Output each record below exactly as it stands, leaving out the pictures.

Top of INPUT

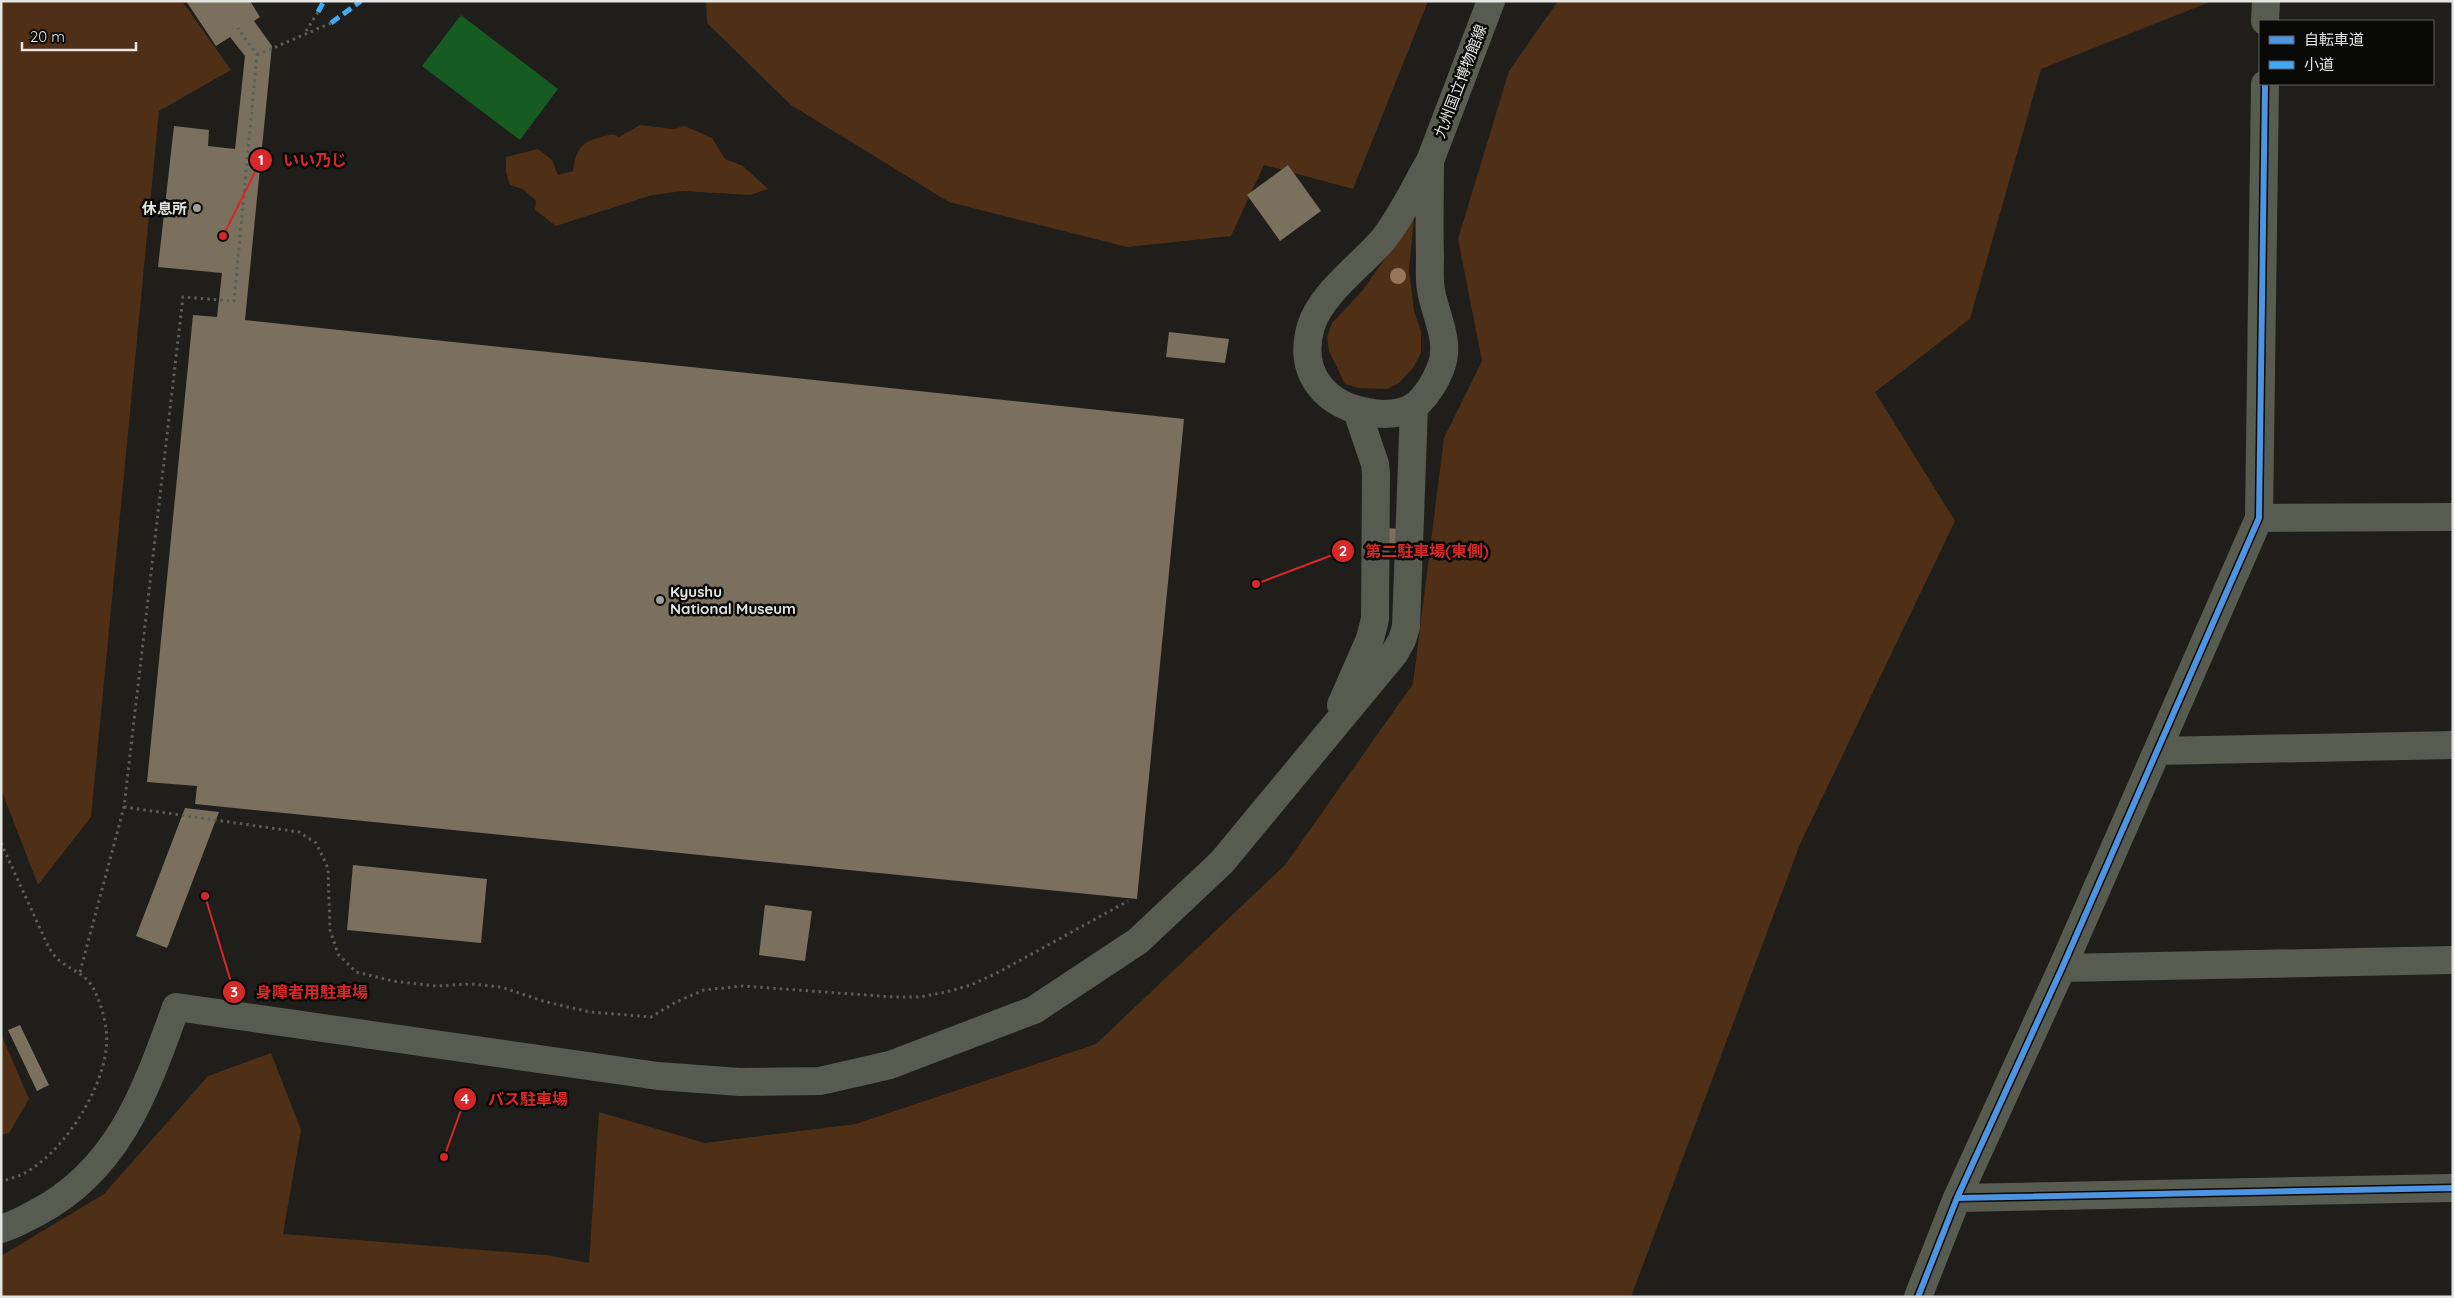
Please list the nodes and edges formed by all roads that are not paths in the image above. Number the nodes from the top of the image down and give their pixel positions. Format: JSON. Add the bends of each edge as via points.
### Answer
{"nodes":[{"id":1,"x":1491,"y":1,"type":"edge"},
{"id":2,"x":2266,"y":1,"type":"edge"},
{"id":3,"x":2265,"y":20,"type":"edge"},
{"id":4,"x":2265,"y":85,"type":"edge"},
{"id":5,"x":1430,"y":161,"type":"junction"},
{"id":6,"x":1414,"y":407,"type":"junction"},
{"id":7,"x":1357,"y":411,"type":"junction"},
{"id":8,"x":2453,"y":517,"type":"edge"},
{"id":9,"x":2259,"y":518,"type":"junction"},
{"id":10,"x":1330,"y":729,"type":"junction"},
{"id":11,"x":2453,"y":745,"type":"edge"},
{"id":12,"x":2158,"y":751,"type":"junction"},
{"id":13,"x":2453,"y":960,"type":"edge"},
{"id":14,"x":2062,"y":968,"type":"junction"},
{"id":15,"x":2453,"y":1188,"type":"edge"},
{"id":16,"x":1958,"y":1198,"type":"junction"},
{"id":17,"x":1,"y":1229,"type":"edge"},
{"id":18,"x":1918,"y":1297,"type":"edge"}],
"edges":[{"from":1,"to":5,"type":"main road","name":"九州国立博物館線"},
{"from":2,"to":3,"type":"street"},
{"from":4,"to":9,"type":"street"},
{"from":5,"to":6,"type":"street","via":[[1431,289],[1444,349],[1442,366]]},
{"from":5,"to":7,"type":"street","via":[[1382,241],[1331,293],[1312,324],[1307,348],[1312,373],[1322,391],[1341,406]]},
{"from":6,"to":7,"type":"street","via":[[1386,414]]},
{"from":6,"to":10,"type":"street","via":[[1406,627],[1402,640],[1382,670]]},
{"from":7,"to":10,"type":"street","via":[[1376,474],[1375,620],[1370,639]]},
{"from":8,"to":9,"type":"street"},
{"from":9,"to":12,"type":"street"},
{"from":10,"to":17,"type":"street","via":[[1222,862],[1138,941],[1034,1010],[950,1044],[890,1065],[820,1081],[740,1082],[658,1076],[176,1007],[147,1087],[112,1148],[82,1182],[54,1204]]},
{"from":11,"to":12,"type":"street"},
{"from":12,"to":14,"type":"street"},
{"from":13,"to":14,"type":"street"},
{"from":14,"to":16,"type":"street"},
{"from":15,"to":16,"type":"street"},
{"from":16,"to":18,"type":"street"}]}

Bottom of INPUT

→ SOLUTION TO THIS EXERCISE:
Please list the nodes and edges formed by all roads that are not paths in the image above. Number the nodes from the top of the image down and give their pixel positions. Format: JSON. Add the bends of each edge as via points.
### Answer
{"nodes":[{"id":1,"x":1491,"y":1,"type":"edge"},
{"id":2,"x":2266,"y":1,"type":"edge"},
{"id":3,"x":2265,"y":20,"type":"edge"},
{"id":4,"x":2265,"y":85,"type":"edge"},
{"id":5,"x":1430,"y":161,"type":"junction"},
{"id":6,"x":1414,"y":407,"type":"junction"},
{"id":7,"x":1357,"y":411,"type":"junction"},
{"id":8,"x":2453,"y":517,"type":"edge"},
{"id":9,"x":2259,"y":518,"type":"junction"},
{"id":10,"x":1330,"y":729,"type":"junction"},
{"id":11,"x":2453,"y":745,"type":"edge"},
{"id":12,"x":2158,"y":751,"type":"junction"},
{"id":13,"x":2453,"y":960,"type":"edge"},
{"id":14,"x":2062,"y":968,"type":"junction"},
{"id":15,"x":2453,"y":1188,"type":"edge"},
{"id":16,"x":1958,"y":1198,"type":"junction"},
{"id":17,"x":1,"y":1229,"type":"edge"},
{"id":18,"x":1918,"y":1297,"type":"edge"}],
"edges":[{"from":1,"to":5,"type":"main road","name":"九州国立博物館線"},
{"from":2,"to":3,"type":"street"},
{"from":4,"to":9,"type":"street"},
{"from":5,"to":6,"type":"street","via":[[1431,289],[1444,349],[1442,366]]},
{"from":5,"to":7,"type":"street","via":[[1382,241],[1331,293],[1312,324],[1307,348],[1312,373],[1322,391],[1341,406]]},
{"from":6,"to":7,"type":"street","via":[[1386,414]]},
{"from":6,"to":10,"type":"street","via":[[1406,627],[1402,640],[1382,670]]},
{"from":7,"to":10,"type":"street","via":[[1376,474],[1375,620],[1370,639]]},
{"from":8,"to":9,"type":"street"},
{"from":9,"to":12,"type":"street"},
{"from":10,"to":17,"type":"street","via":[[1222,862],[1138,941],[1034,1010],[950,1044],[890,1065],[820,1081],[740,1082],[658,1076],[176,1007],[147,1087],[112,1148],[82,1182],[54,1204]]},
{"from":11,"to":12,"type":"street"},
{"from":12,"to":14,"type":"street"},
{"from":13,"to":14,"type":"street"},
{"from":14,"to":16,"type":"street"},
{"from":15,"to":16,"type":"street"},
{"from":16,"to":18,"type":"street"}]}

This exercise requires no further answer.